最悪彼の変化を父上に連絡して、国王陛下などに相談してもらわないと、本気で国家転覆の原因になってしまうやも。わたくしも『ぶりっこ』なんておかしな真似をしている手前、できれば穏便に解決したいところなんだけど……。
わたくしの「うるうる」の意味を履き違えたブルーノ様が、無駄に優しい手つきでわたくしの頬を撫でてくる。
「あぁ、また怖がらせてしまったな。……少し頭を冷やしてきていいか?」
「こくり」
――わたくしも一気に疲れました……。
迷うことなく頷けば、ブルーノ様が「すぐ戻る」と席を立った。名残惜し気に残していく視線に笑顔で手を振って――扉が閉まった後で、わたくしはどっとため息を吐いた。
「疲れましたわ……」
ここにシルバーがいれば、即座にお茶を淹れてもらいたいところ。
今頃、彼は何をしているのかしら……。
一瞬そんなことを考えながらも、ようやくできた解放感にわたくしは体を伸ばす。
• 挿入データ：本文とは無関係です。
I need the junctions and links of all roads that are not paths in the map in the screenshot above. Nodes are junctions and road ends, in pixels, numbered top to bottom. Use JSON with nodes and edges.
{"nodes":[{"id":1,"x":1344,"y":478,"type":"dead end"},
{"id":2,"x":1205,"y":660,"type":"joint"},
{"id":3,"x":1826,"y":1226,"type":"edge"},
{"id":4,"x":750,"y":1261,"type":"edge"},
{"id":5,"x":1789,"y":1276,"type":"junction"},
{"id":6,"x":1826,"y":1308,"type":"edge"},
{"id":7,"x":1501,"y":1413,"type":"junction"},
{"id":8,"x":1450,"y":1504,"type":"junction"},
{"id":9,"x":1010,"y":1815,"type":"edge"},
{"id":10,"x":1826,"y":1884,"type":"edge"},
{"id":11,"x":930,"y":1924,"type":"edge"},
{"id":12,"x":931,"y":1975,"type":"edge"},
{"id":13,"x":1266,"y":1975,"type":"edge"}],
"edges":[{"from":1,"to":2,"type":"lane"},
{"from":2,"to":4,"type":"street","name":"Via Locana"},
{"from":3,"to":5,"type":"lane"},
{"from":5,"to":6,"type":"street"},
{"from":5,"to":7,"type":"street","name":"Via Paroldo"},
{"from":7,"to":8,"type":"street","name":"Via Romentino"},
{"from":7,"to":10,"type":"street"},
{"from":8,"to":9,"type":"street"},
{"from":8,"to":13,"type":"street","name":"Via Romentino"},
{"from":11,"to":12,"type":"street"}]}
そして、今仕入れた情報に思いを馳せて――至った。
――これ、やっぱりわたくしが元凶なのでは?
今までブルーノ様の浮いたお話を聞いたことがない。あまり考えたくないことだが、ブルーノ様の女性の趣味が、こんな馬鹿っぽさ全開の『ぶりっこ女』だったとするならば。
恋は盲目、という言葉の通り、頭の栓が外れてしまったのではなかろうか。
せっかくできた家族の温かみを蔑ろにしてしまうほどに。
「つまり本当にわたくしの自業自得ッ――」
誰もいないことをいいことに、バタバタと地団太を踏んだ時だった。弾みでテーブルからノートが落ちてしまう。
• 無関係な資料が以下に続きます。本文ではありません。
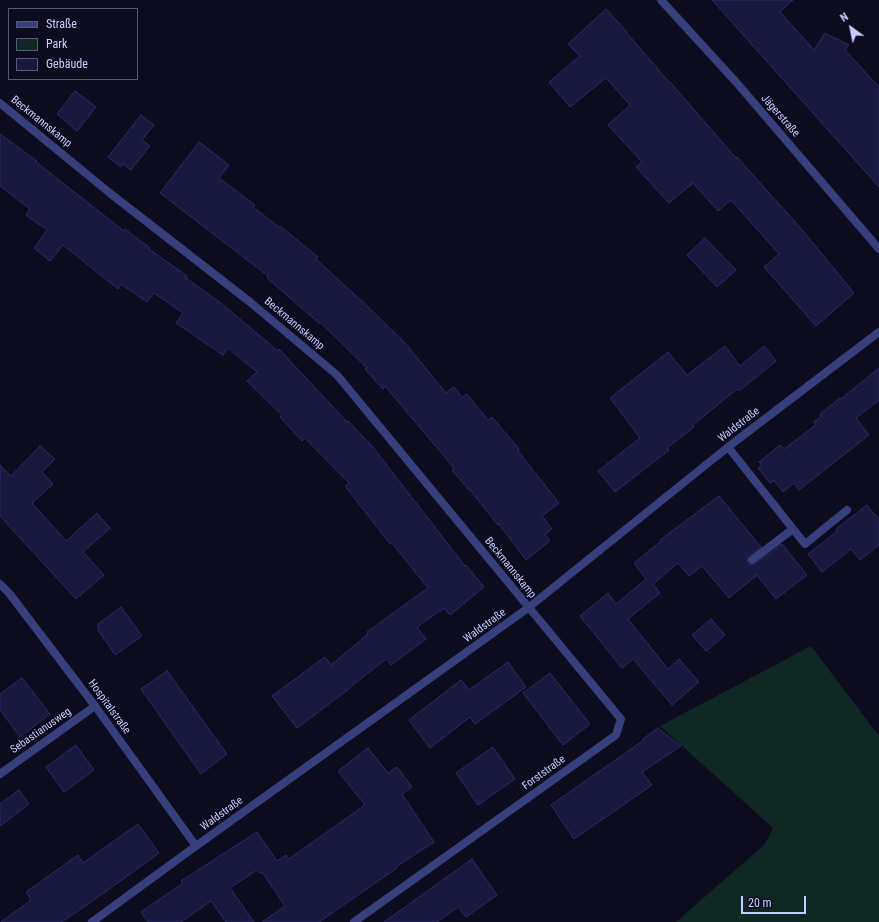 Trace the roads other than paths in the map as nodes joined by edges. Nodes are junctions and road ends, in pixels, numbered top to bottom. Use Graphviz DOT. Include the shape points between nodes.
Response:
graph roads {
  1 [pos="661,0"];
  2 [pos="0,103"];
  3 [pos="879,249"];
  4 [pos="879,332"];
  5 [pos="728,447"];
  6 [pos="847,510"];
  7 [pos="793,529"];
  8 [pos="752,560"];
  9 [pos="0,584"];
  10 [pos="528,608"];
  11 [pos="95,706"];
  12 [pos="0,774"];
  13 [pos="196,846"];
  14 [pos="92,922"];
  15 [pos="354,922"];
  1 -- 3 [label="street, Jägerstraße" via="736,82"];
  2 -- 10 [label="street, Beckmannskamp" via="111,194 250,302 336,375"];
  4 -- 5 [label="street, Waldstraße"];
  5 -- 7 [label="street"];
  5 -- 10 [label="street, Waldstraße"];
  6 -- 7 [label="street" via="805,544"];
  7 -- 8 [label="street"];
  9 -- 11 [label="street, Hospitalstraße"];
  10 -- 13 [label="street, Waldstraße"];
  10 -- 15 [label="street, Forststraße" via="621,719 616,735"];
  11 -- 12 [label="street, Sebastianusweg"];
  11 -- 13 [label="street, Hospitalstraße"];
  13 -- 14 [label="street, Waldstraße"];
} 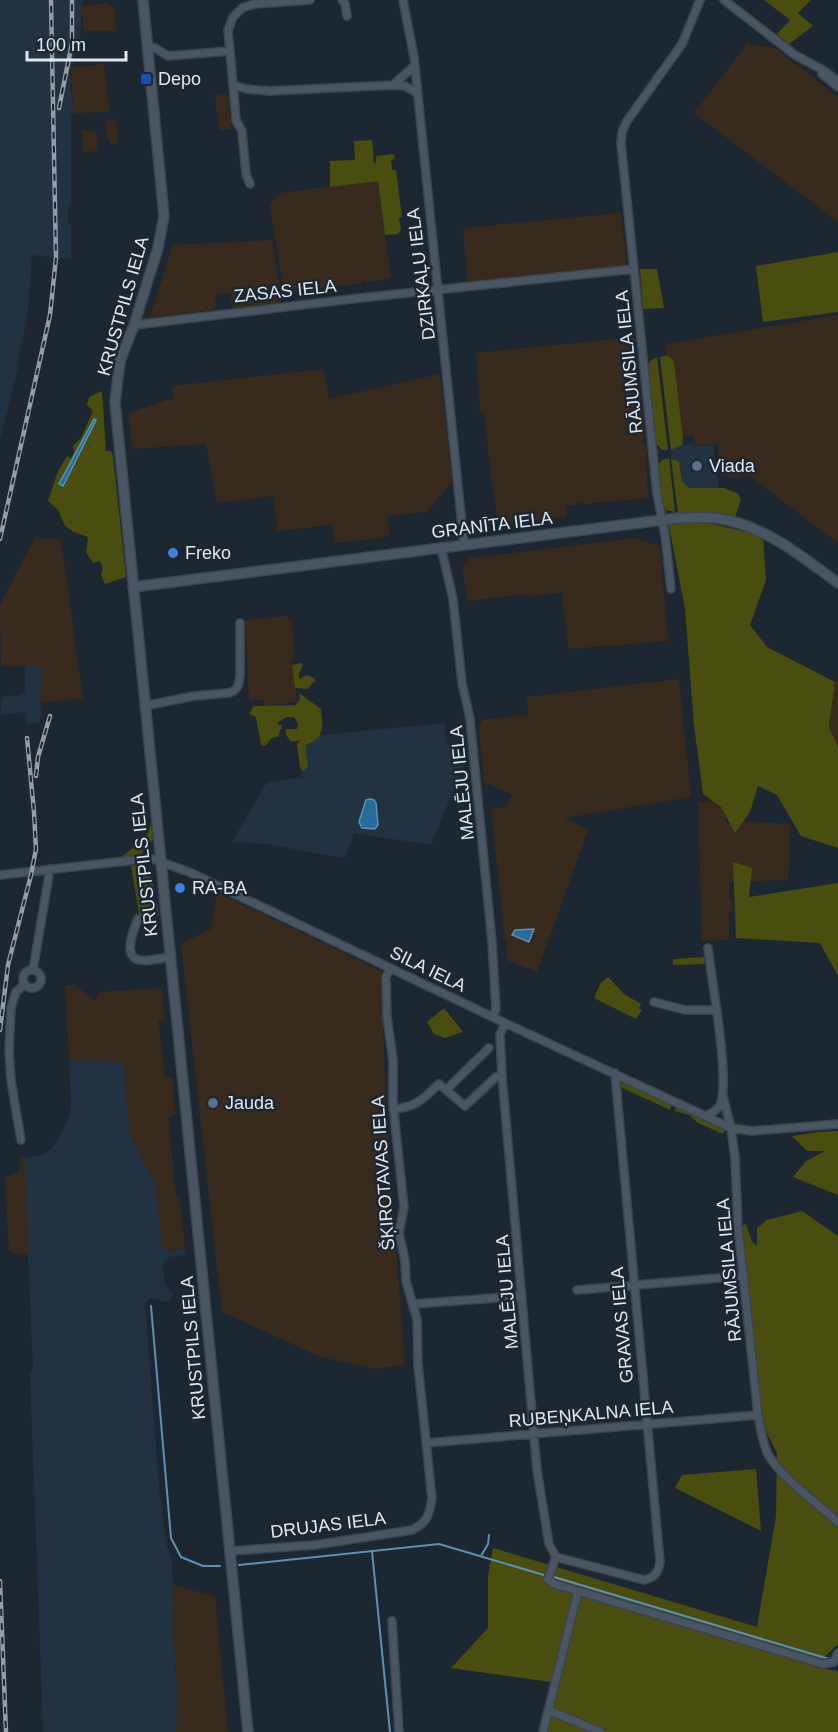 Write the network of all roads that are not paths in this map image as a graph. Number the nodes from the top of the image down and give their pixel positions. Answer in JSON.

ブルーノ様は本当にすぐ戻るつもりなのだろう。その落ちて開いてしまったノートはブルーノ様のもので。その乱暴かつ緻密な文字の羅列が、思わず目に入ってしまう。
――なに、このノートは……⁉
そして、思わず読みふけってしまった。
だってそのノートには、本当に王太子レッドモンド殿下の暗殺計画が、何パターンにも分けて事細かに書かれていたのだから。
――そんな、あんなのただの冗談だと……。
その恐ろしい計画書をパラパラ捲っていると、ひときわ強い筆跡で書かれた文字が目に入る。
【また負けた】
【また負けさせられた!】
【俺はこの正答を間違えてなどいなかったのに‼】
【あいつさえ、いなければ……‼】
「見てしまったのか?」
背後から、ドンと机に下ろされる腕の持ち主。
それは紛れもないノートの持ち主、ブルーノ=フォン=ヤッターメンのものだった。